● DATA FOR ANALYSIS:

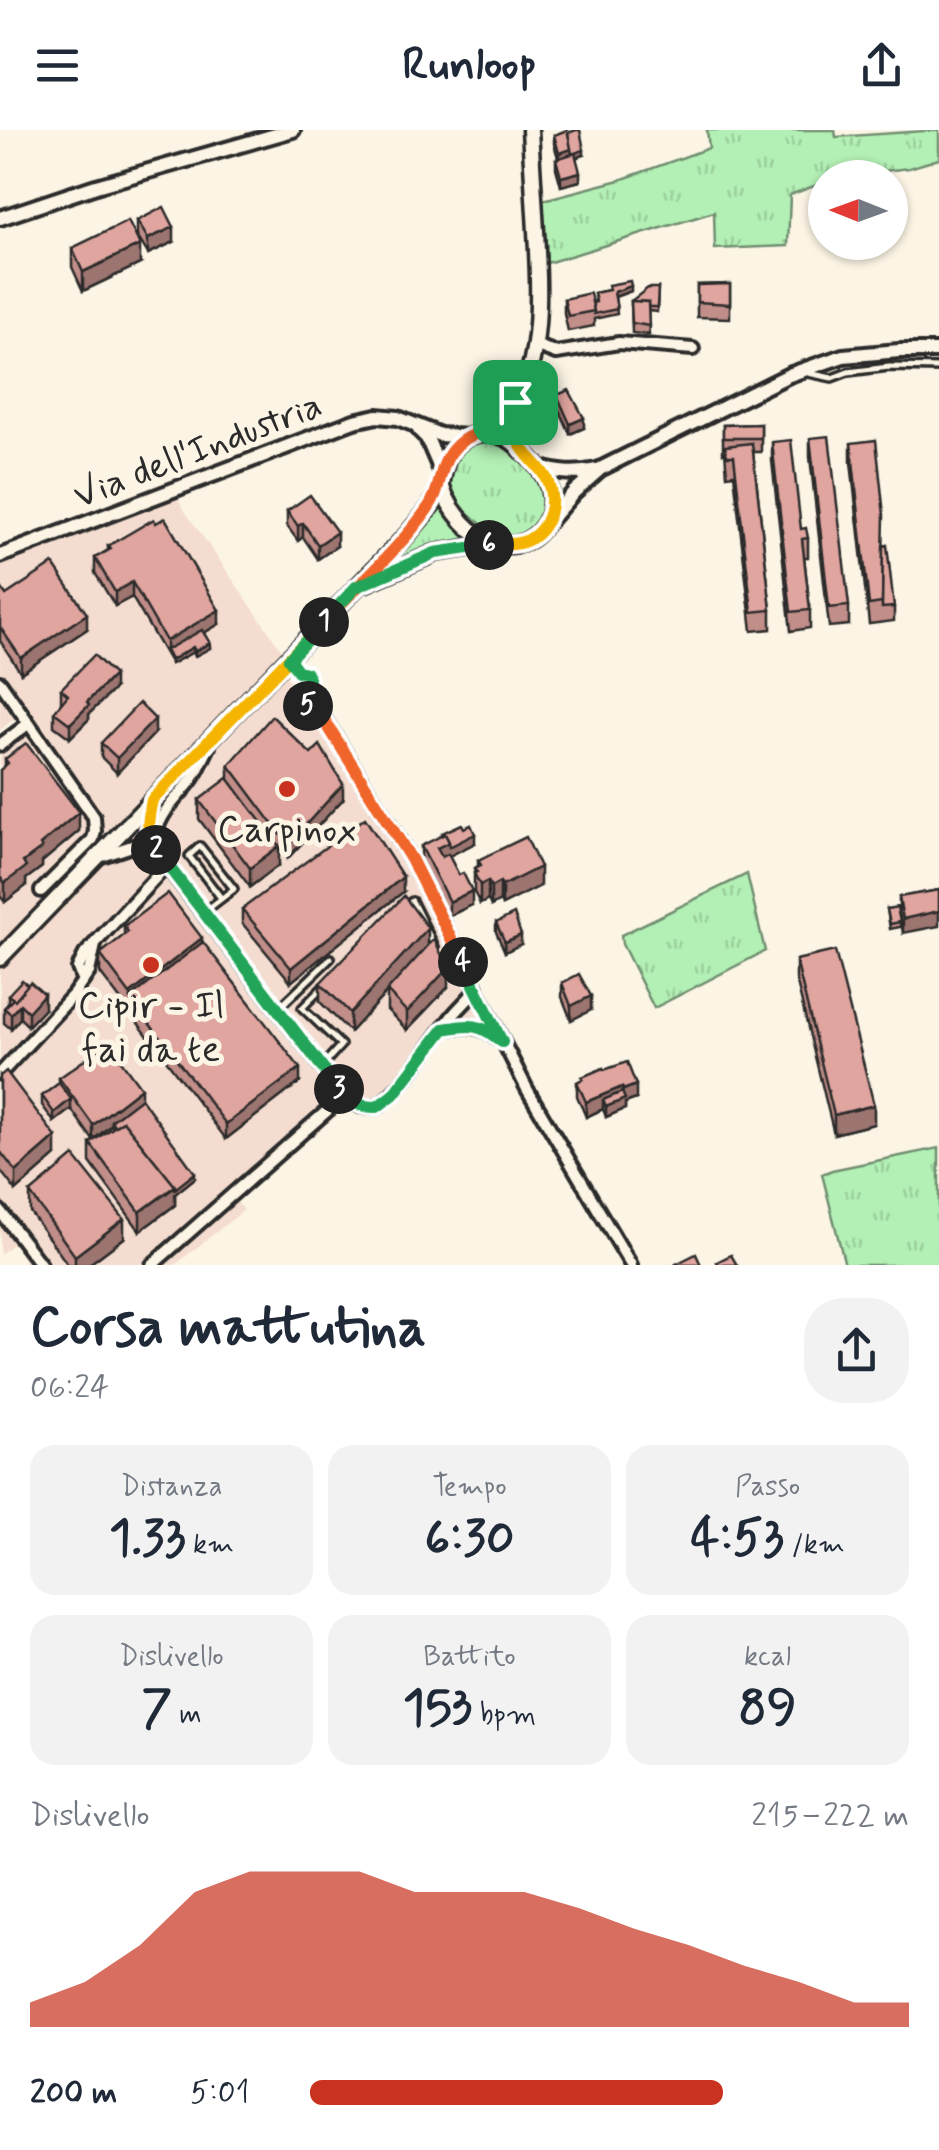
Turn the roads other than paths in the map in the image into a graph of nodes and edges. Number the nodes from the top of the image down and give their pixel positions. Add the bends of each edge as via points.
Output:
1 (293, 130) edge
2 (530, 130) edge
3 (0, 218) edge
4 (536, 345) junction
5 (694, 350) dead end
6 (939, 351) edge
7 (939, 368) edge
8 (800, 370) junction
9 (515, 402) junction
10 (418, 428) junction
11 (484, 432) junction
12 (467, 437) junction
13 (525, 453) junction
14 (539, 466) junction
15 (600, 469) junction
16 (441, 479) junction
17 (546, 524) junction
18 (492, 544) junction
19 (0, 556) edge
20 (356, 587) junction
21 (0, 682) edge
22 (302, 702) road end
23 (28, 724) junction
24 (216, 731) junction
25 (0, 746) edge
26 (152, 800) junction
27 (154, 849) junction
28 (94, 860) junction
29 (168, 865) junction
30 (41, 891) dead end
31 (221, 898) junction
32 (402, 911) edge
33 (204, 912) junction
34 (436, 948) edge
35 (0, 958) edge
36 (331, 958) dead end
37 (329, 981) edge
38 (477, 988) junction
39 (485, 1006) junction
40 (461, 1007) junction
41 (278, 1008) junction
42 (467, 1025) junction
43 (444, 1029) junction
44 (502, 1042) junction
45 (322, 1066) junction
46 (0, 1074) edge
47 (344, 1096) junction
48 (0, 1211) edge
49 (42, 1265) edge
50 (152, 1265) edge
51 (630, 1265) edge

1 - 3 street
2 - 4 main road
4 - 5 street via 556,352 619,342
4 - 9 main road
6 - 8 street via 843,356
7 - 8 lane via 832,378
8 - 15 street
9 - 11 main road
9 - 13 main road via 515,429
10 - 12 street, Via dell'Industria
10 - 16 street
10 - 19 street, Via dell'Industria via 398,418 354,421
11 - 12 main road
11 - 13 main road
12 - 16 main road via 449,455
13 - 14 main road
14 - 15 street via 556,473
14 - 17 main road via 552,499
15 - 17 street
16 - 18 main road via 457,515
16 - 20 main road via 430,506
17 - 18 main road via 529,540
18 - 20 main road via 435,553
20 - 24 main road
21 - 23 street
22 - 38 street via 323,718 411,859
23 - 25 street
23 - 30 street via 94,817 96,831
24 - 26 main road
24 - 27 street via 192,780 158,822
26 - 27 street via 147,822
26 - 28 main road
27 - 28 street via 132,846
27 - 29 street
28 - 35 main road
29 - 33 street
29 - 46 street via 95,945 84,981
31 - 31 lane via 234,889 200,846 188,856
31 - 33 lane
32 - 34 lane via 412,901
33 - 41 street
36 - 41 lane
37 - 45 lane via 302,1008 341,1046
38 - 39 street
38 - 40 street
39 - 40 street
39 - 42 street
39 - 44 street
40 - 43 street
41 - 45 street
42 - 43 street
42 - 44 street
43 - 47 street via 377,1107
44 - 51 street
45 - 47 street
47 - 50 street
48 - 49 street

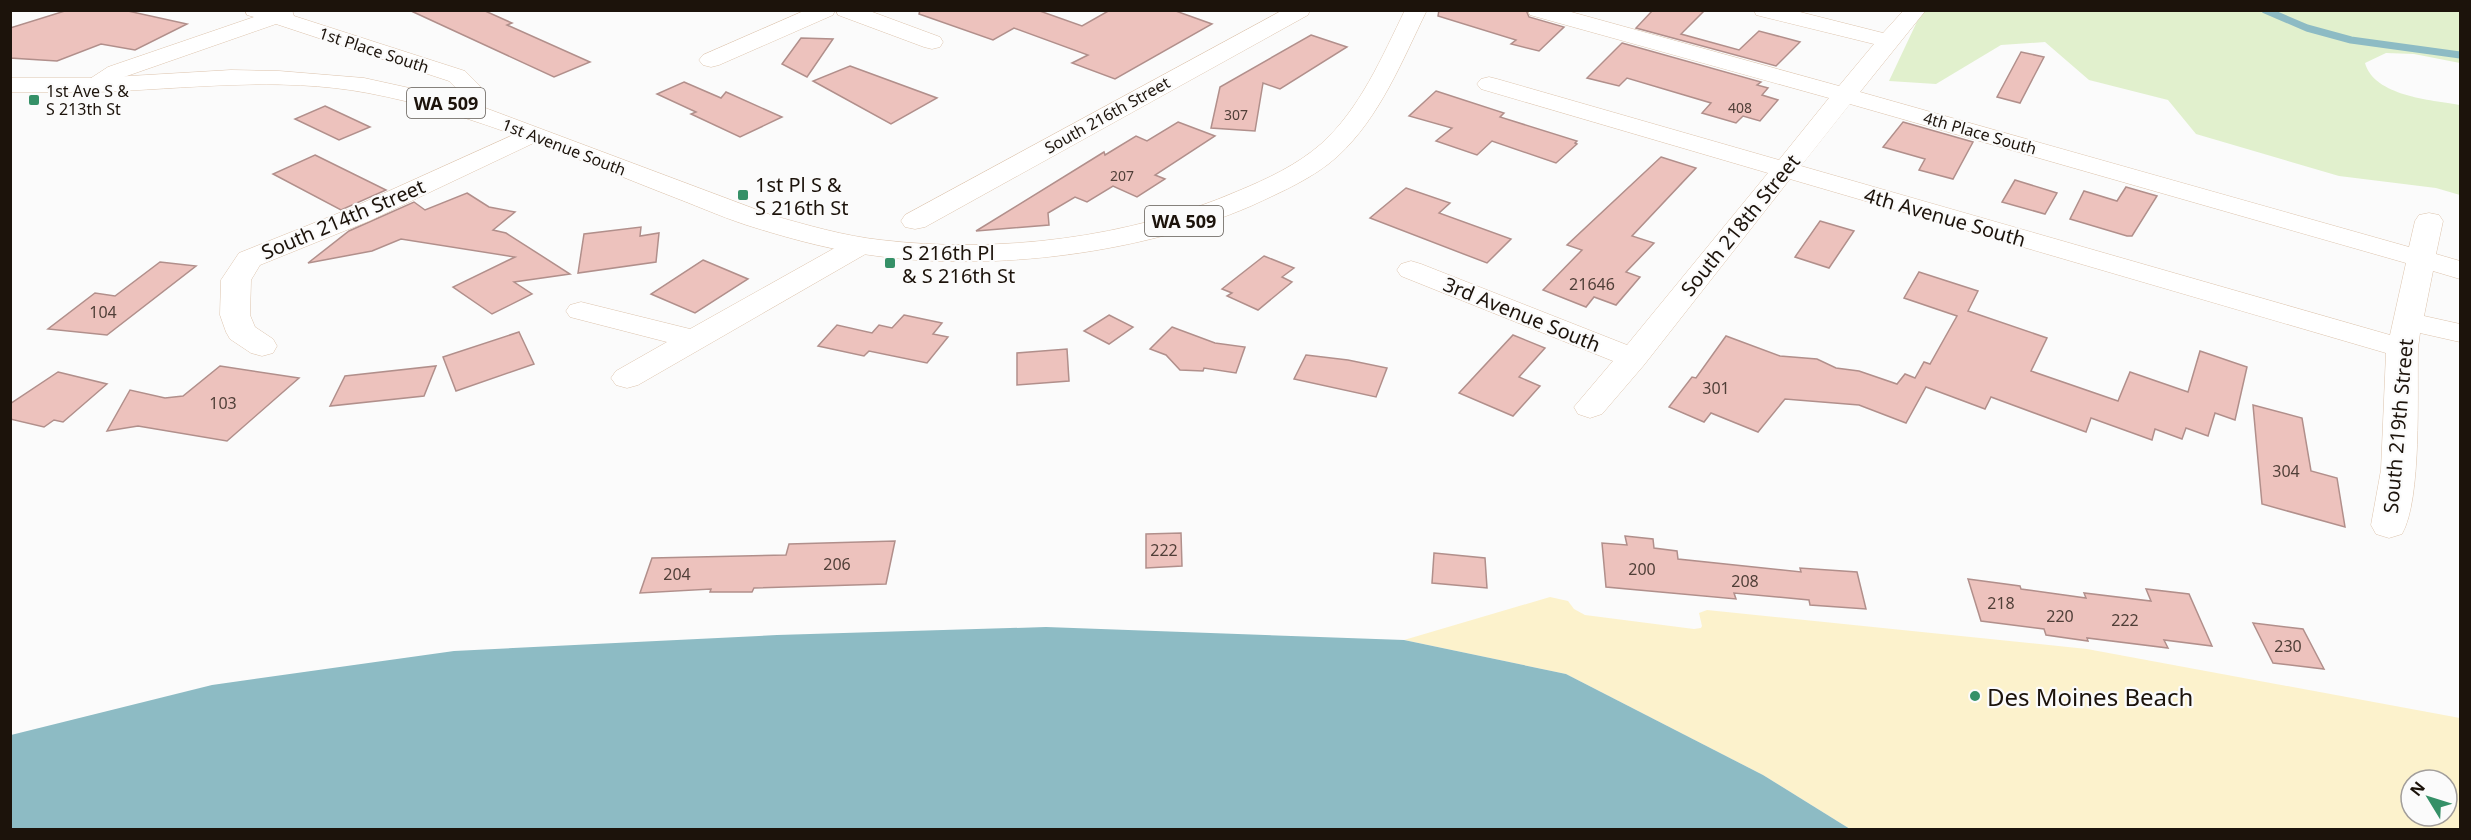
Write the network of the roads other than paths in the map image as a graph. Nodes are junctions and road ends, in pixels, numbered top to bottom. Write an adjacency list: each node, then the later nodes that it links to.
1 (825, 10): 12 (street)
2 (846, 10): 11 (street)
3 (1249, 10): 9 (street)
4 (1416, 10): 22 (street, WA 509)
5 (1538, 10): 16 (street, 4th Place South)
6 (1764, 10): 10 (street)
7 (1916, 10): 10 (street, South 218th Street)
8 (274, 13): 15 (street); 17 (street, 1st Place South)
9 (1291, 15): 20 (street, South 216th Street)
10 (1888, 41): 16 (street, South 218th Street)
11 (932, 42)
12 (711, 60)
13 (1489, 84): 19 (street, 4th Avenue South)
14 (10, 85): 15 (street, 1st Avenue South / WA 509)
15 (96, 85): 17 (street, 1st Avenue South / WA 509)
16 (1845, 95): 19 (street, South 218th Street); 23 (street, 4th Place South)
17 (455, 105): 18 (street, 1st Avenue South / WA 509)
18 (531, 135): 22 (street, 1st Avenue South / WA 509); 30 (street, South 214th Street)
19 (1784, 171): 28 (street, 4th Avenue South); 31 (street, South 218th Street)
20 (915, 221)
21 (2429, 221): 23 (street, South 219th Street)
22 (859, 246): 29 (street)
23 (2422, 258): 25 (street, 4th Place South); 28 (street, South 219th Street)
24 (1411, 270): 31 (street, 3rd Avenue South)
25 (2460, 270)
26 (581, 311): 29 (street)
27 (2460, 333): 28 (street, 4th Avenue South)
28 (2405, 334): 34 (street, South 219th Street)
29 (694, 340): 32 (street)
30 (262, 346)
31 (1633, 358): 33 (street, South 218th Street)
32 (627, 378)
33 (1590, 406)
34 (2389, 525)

● TASK PROMPT:
Determine the number of lines in the data above that hold "Place", and reply with that number alone.

● FINAL ANSWER:
4